The House on Haunted Hill: it's alive
The premise of The House on Haunted Hill is as schlocky as they come: whoever lives through the night gets a million dollars. Forget about all the foreshadowing and character motivations and exposition &etc that a typical horror movie usually has to wade through in order to get to the haunted house. The House on Haunted Hill neatly circumvents all that, via 'random' invitations. Meaning of course there's that many more minutes it can devote to horror. Which is to say it can pack more scares into two hours than your typical horror movie.

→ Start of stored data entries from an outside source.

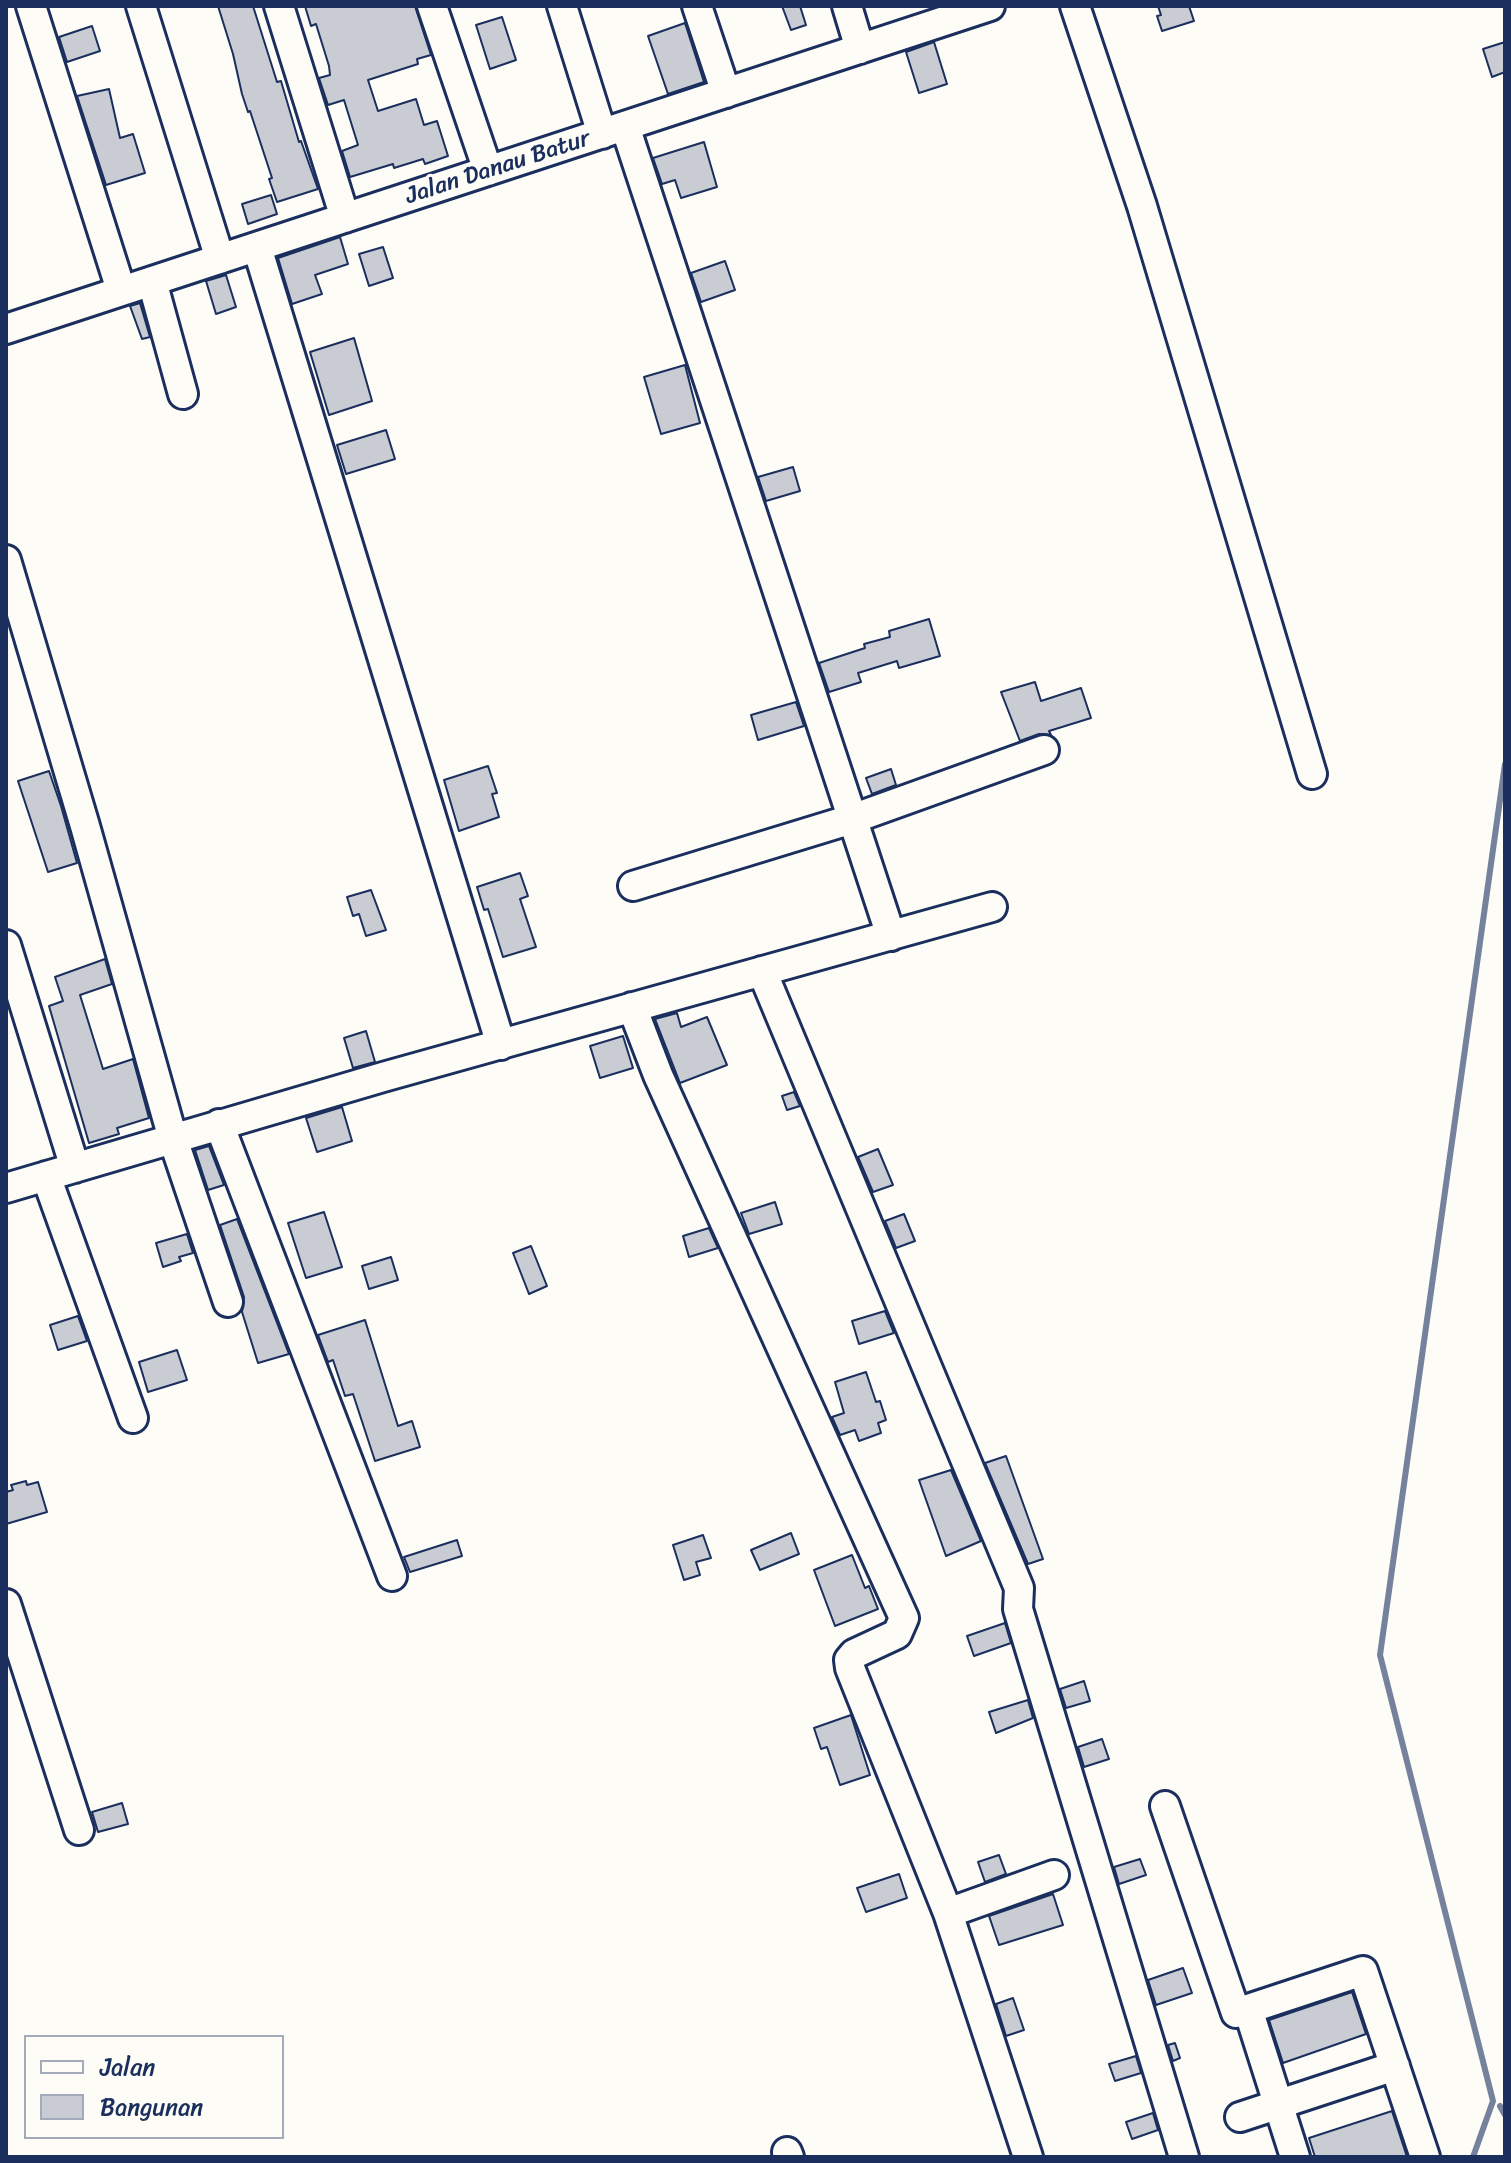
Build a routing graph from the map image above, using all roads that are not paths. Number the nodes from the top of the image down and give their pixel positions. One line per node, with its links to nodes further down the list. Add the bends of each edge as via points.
1 (31, 6): 18 (street)
2 (141, 6): 16 (street)
3 (279, 6): 14 (street)
4 (432, 6): 13 (street)
5 (562, 6): 12 (street)
6 (697, 6): 11 (street)
7 (847, 6): 10 (street)
8 (990, 6): 10 (street, Jalan Danau Batur)
9 (1075, 6): 23 (street, via 1147,220)
10 (860, 49): 11 (street, Jalan Danau Batur)
11 (726, 93): 12 (street, Jalan Danau Batur)
12 (614, 130): 13 (street, Jalan Danau Batur); 24 (street)
13 (488, 171): 14 (street, Jalan Danau Batur)
14 (345, 218): 15 (street, Jalan Danau Batur)
15 (257, 247): 16 (street, Jalan Danau Batur); 31 (street)
16 (220, 259): 17 (street, Jalan Danau Batur)
17 (152, 281): 18 (street, Jalan Danau Batur); 20 (street)
18 (121, 290): 19 (street, Jalan Danau Batur)
19 (6, 329)
20 (183, 394)
21 (6, 560): 33 (street)
22 (1044, 750): 24 (street)
23 (1312, 774)
24 (852, 819): 25 (street); 27 (street)
25 (633, 886)
26 (992, 907): 27 (street)
27 (891, 936): 29 (street)
28 (6, 945): 34 (street)
29 (762, 971): 30 (street); 50 (street, via 1019,1588 1018,1609)
30 (632, 1007): 31 (street); 44 (street, via 904,1618 897,1634 849,1660)
31 (501, 1045): 32 (street)
32 (219, 1124): 33 (street); 39 (street)
33 (173, 1139): 34 (street); 37 (street)
34 (75, 1168): 35 (street)
35 (46, 1176): 36 (street); 38 (street)
36 (6, 1188)
37 (228, 1302)
38 (133, 1418)
39 (392, 1576)
40 (6, 1604): 42 (street)
41 (1165, 1806): 45 (street, via 1236,2013)
42 (79, 1830)
43 (1054, 1875): 44 (street)
44 (948, 1913): 49 (street)
45 (1248, 2009): 46 (street, via 1363,1971); 47 (street)
46 (1395, 2066): 47 (street); 52 (street)
47 (1278, 2105): 48 (street); 51 (street)
48 (1240, 2117)
49 (1028, 2157)
50 (1184, 2157)
51 (1295, 2157)
52 (1425, 2157)

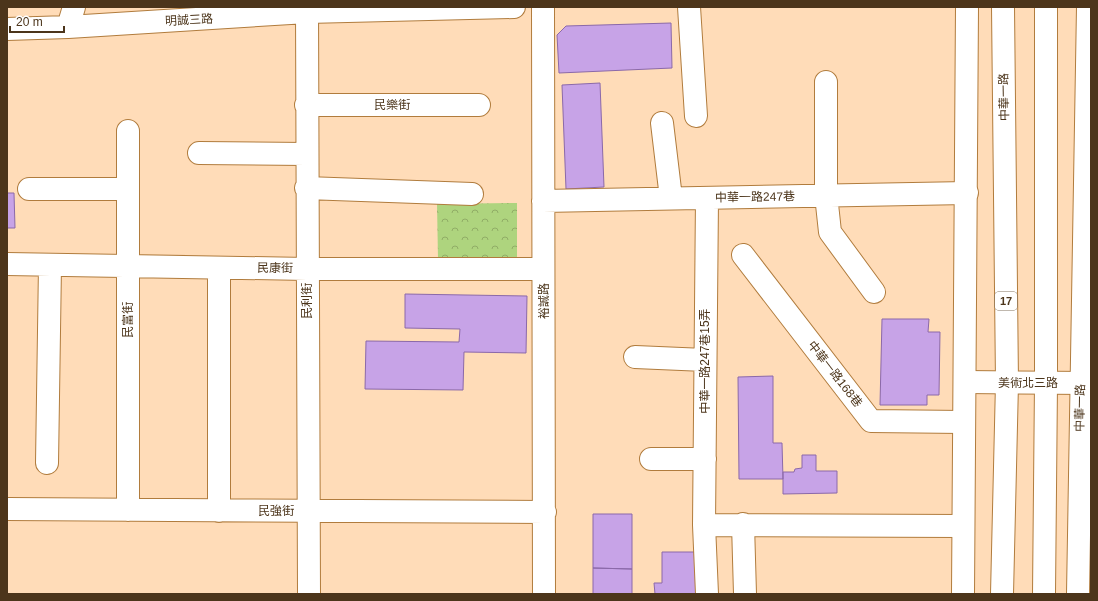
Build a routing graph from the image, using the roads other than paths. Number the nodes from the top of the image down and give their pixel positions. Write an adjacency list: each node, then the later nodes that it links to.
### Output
1 (514, 7): 8 (street, 明誠三路)
2 (543, 7): 27 (street, 裕誠路)
3 (689, 7): 14 (street)
4 (967, 7): 22 (street)
5 (1003, 7): 39 (street, 中華一路 / 17)
6 (1046, 7): 40 (street)
7 (1088, 7): 41 (street, 中華一路)
8 (307, 10): 9 (street, 明誠三路); 12 (street, 民利街)
9 (71, 17): 10 (street, 明誠三路)
10 (7, 29)
11 (826, 82): 24 (street)
12 (306, 105): 13 (street, 民樂街); 18 (street, 民利街)
13 (478, 105)
14 (696, 116)
15 (662, 123): 25 (street)
16 (128, 131): 21 (street, 民富街)
17 (200, 153): 18 (street)
18 (306, 154): 19 (street, 民利街)
19 (306, 188): 23 (street); 33 (street, 民利街)
20 (29, 189): 21 (street)
21 (128, 189): 31 (street, 民富街)
22 (967, 193): 24 (street, 中華一路247巷); 38 (street)
23 (472, 194)
24 (826, 195): 26 (street, 中華一路247巷); 35 (street)
25 (671, 198): 26 (street, 中華一路247巷); 27 (street, 中華一路247巷)
26 (707, 198): 37 (street, 中華一路247巷15弄)
27 (543, 201): 34 (street, 裕誠路)
28 (743, 255): 42 (street, 中華一路168巷)
29 (7, 264): 30 (street, 民康街)
30 (50, 265): 31 (street, 民康街); 45 (street)
31 (128, 266): 32 (street, 民康街); 47 (street, 民富街)
32 (219, 268): 33 (street, 民康街); 48 (street)
33 (307, 269): 34 (street, 民康街); 49 (street, 民利街)
34 (543, 269): 50 (street, 裕誠路)
35 (874, 292)
36 (635, 357): 37 (street)
37 (705, 360): 44 (street, 中華一路247巷15弄)
38 (966, 382): 39 (street, 美術北三路); 42 (street)
39 (1007, 383): 40 (street, 美術北三路); 59 (street, 中華一路 / 17)
40 (1046, 383): 41 (street, 美術北三路); 60 (street)
41 (1086, 383): 61 (street, 中華一路)
42 (963, 422): 53 (street)
43 (651, 459): 44 (street)
44 (705, 459): 52 (street, 中華一路247巷15弄)
45 (47, 463)
46 (7, 510): 47 (street, 民強街)
47 (128, 510): 48 (street, 民強街)
48 (219, 511): 49 (street, 民強街)
49 (308, 511): 50 (street, 民強街); 54 (street, 民利街)
50 (545, 512): 55 (street, 裕誠路)
51 (743, 524): 52 (street); 53 (street); 57 (street)
52 (704, 525): 56 (street, 中華一路247巷15弄)
53 (962, 526): 58 (street)
54 (310, 594)
55 (544, 594)
56 (707, 594)
57 (745, 594)
58 (963, 594)
59 (1002, 594)
60 (1044, 594)
61 (1078, 594)

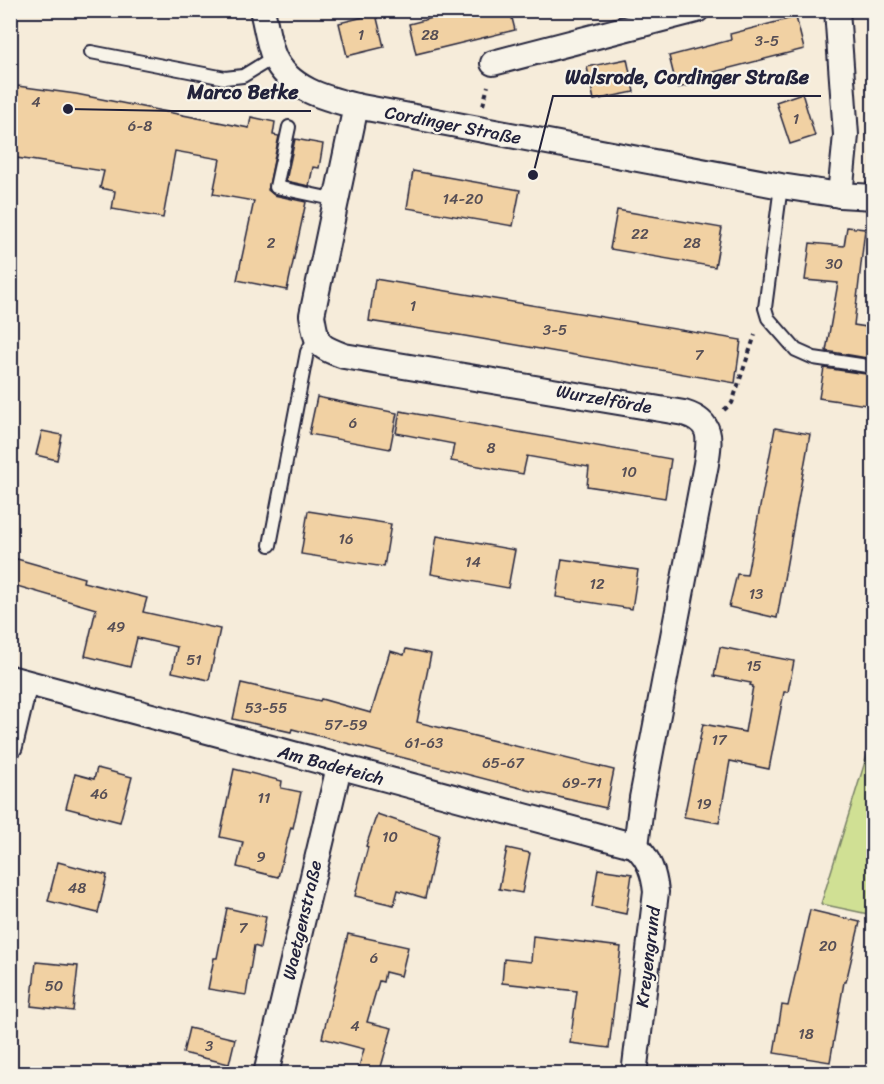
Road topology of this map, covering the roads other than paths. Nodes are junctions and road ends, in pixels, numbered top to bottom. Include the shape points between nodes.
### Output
1 (262, 10) edge
2 (697, 10) edge
3 (837, 10) edge
4 (91, 52) dead end
5 (274, 57) junction
6 (493, 63) road end
7 (356, 106) junction
8 (288, 127) dead end
9 (782, 186) junction
10 (840, 195) junction
11 (873, 197) edge
12 (337, 200) junction
13 (316, 336) junction
14 (873, 367) edge
15 (270, 545) dead end
16 (18, 680) edge
17 (10, 746) edge
18 (339, 767) junction
19 (636, 846) junction
20 (266, 1074) edge
21 (634, 1074) edge

1 - 5 street, Cordinger Straße
2 - 6 street
3 - 10 street via 846,135
4 - 5 lane via 225,78 243,76
5 - 7 street, Cordinger Straße via 291,81 319,96
7 - 9 street, Cordinger Straße
7 - 12 street
8 - 12 lane via 276,187
9 - 10 street, Cordinger Straße
9 - 14 lane via 765,309 768,318 796,350 814,358
10 - 11 street, Cordinger Straße
12 - 13 street via 312,315
13 - 15 lane via 307,352
13 - 19 street, Wurzelförde via 324,349 344,356 684,413 696,417 706,427 710,440 706,465
16 - 17 street, Am Badeteich
16 - 18 street, Am Badeteich
18 - 19 street, Am Badeteich
18 - 20 street, Waetgenstraße
19 - 21 street, Kreyengrund via 646,856 656,892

It all starts in a mental hospital that would do Terry Gilliam proud: all electroshock and twisting pipes--the interior of the house on haunted hill, where the inmates are in the process of doing to the doctors what the doctors have been doing to them all along. Disturbing Behavior type stuff, times about twenty-six. And the mad doctor here is none other than evil Dr. Vannacutt, a cenobite candidate if there ever was one. Fifty years later, all that remains is the building, which entertainment park mogul Steven Price (Casanova Frankenstein himself, Geoffrey Rush) chooses as the extravagant site of his wife Evelyn's (Famke Janssen, recovered from The Faculty perhaps, going for another Lord of Illusions role) birthday party. Add to this five anonymous guests and the fact that Steven and Evelyn are each using the 'party' as a means of murdering the other, and you've got The House on Haunted Hill.

But it's more than that, too. If The Blair Witch Project disturbed us with the unseen, then The House on Haunted Hill disturbs us with what we have to see. From the opening credits until the last ten minutes (when it loses it, trying to portray evil as black smoke) it's something of a mix between the imagery of a Marilyn Manson video and the stop-motion feel of a Jan Svankmajer short, with some Jakob's Ladder thrown in for good measure. And forget about The Haunting. This is a whole nother neighborhood, a significantly darker neighborhood. Too, with Zemeckis and Silver at the controls, you know the whole thing's going to be a music-fed adrenaline rush, complete with the necessary level of comedy, which Chris Kattan's Pritchett delivers time and again.

In keeping with the spirit of things, the guests/contestants--Eddie (Taye Diggs), Sarah Wolfe (Ali Larter), Melissa Marr (Bridgette Wilson) and Dr. Blackburn (Peter Gallagher)-all do what they're supposed to do, which more or less just includes fighting among themselves, separating, and investigating those things which should never ever be investigated. And of course they tend to die gruesome little deaths, which just serves to remind us that this isn't Hitchcock: the horror is no longer in the motion being completed off-screen, in our minds. Now it's right there, for better or worse. A lot of the images we take with us too, whether we want to or not. Specifically, how director William Malone rearranges the human face from time to time--lengthening the jaw, erasing the eyes, enlarging the mouth, all of which disturbs us at a primal level. We're comfortable with an augmented face, so long as it has recognizable, bilateral features. Take that away though, and things aren't so comfortable anymore.

The House on Haunted Hill does make you want to look away at times, yes, but it's that kind of wanting-to-look-away you pay for, too, you peek through your fingers for. And, as narrative counterballast, it does have it's tongue-in-cheek moments. Take how Pritchett's Brad-and-Janet mobile has characteristically broken down, as if the flaw in that particular model is that it tends to putter out in the presence of lonely, deserted houses. And, as with most horror, The House on Haunted Hill has its weak moments as well, when a character's comeback to whatever situation falls flat, but so be it. The next scene is guaranteed to either make you forget it or die trying, which is what a good Halloween release is all about.